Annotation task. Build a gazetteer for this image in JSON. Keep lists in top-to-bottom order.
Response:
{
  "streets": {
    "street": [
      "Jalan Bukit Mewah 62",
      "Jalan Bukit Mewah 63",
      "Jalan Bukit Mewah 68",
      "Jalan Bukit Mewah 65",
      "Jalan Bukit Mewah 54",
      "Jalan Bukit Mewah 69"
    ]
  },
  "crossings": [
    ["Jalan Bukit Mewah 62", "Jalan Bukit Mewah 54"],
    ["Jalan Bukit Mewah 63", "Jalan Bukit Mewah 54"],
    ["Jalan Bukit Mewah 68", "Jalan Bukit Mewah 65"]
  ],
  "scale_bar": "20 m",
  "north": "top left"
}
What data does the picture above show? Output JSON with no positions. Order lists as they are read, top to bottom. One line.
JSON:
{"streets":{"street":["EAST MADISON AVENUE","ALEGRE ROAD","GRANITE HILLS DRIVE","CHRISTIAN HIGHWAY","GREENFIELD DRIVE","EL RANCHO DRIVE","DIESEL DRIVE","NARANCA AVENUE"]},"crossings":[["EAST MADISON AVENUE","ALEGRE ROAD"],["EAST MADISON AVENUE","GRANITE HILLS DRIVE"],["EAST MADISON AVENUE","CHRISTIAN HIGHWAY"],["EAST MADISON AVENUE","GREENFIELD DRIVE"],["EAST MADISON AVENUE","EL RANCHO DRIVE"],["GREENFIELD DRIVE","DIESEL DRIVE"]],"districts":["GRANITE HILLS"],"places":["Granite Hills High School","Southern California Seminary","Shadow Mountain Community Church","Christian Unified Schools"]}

_WHAT YOU HAVE TO DO_
Reproduce the whole listing verbatim.

_SOLVED PROBLEM_
Annotation task. Build a gazetteer for this image in JSON. Keep lists in top-to-bottom order.
Response:
{
  "streets": {
    "street": [
      "Jalan Bukit Mewah 62",
      "Jalan Bukit Mewah 63",
      "Jalan Bukit Mewah 68",
      "Jalan Bukit Mewah 65",
      "Jalan Bukit Mewah 54",
      "Jalan Bukit Mewah 69"
    ]
  },
  "crossings": [
    ["Jalan Bukit Mewah 62", "Jalan Bukit Mewah 54"],
    ["Jalan Bukit Mewah 63", "Jalan Bukit Mewah 54"],
    ["Jalan Bukit Mewah 68", "Jalan Bukit Mewah 65"]
  ],
  "scale_bar": "20 m",
  "north": "top left"
}
What data does the picture above show? Output JSON with no positions. Order lists as they are read, top to bottom. One line.
JSON:
{"streets":{"street":["EAST MADISON AVENUE","ALEGRE ROAD","GRANITE HILLS DRIVE","CHRISTIAN HIGHWAY","GREENFIELD DRIVE","EL RANCHO DRIVE","DIESEL DRIVE","NARANCA AVENUE"]},"crossings":[["EAST MADISON AVENUE","ALEGRE ROAD"],["EAST MADISON AVENUE","GRANITE HILLS DRIVE"],["EAST MADISON AVENUE","CHRISTIAN HIGHWAY"],["EAST MADISON AVENUE","GREENFIELD DRIVE"],["EAST MADISON AVENUE","EL RANCHO DRIVE"],["GREENFIELD DRIVE","DIESEL DRIVE"]],"districts":["GRANITE HILLS"],"places":["Granite Hills High School","Southern California Seminary","Shadow Mountain Community Church","Christian Unified Schools"]}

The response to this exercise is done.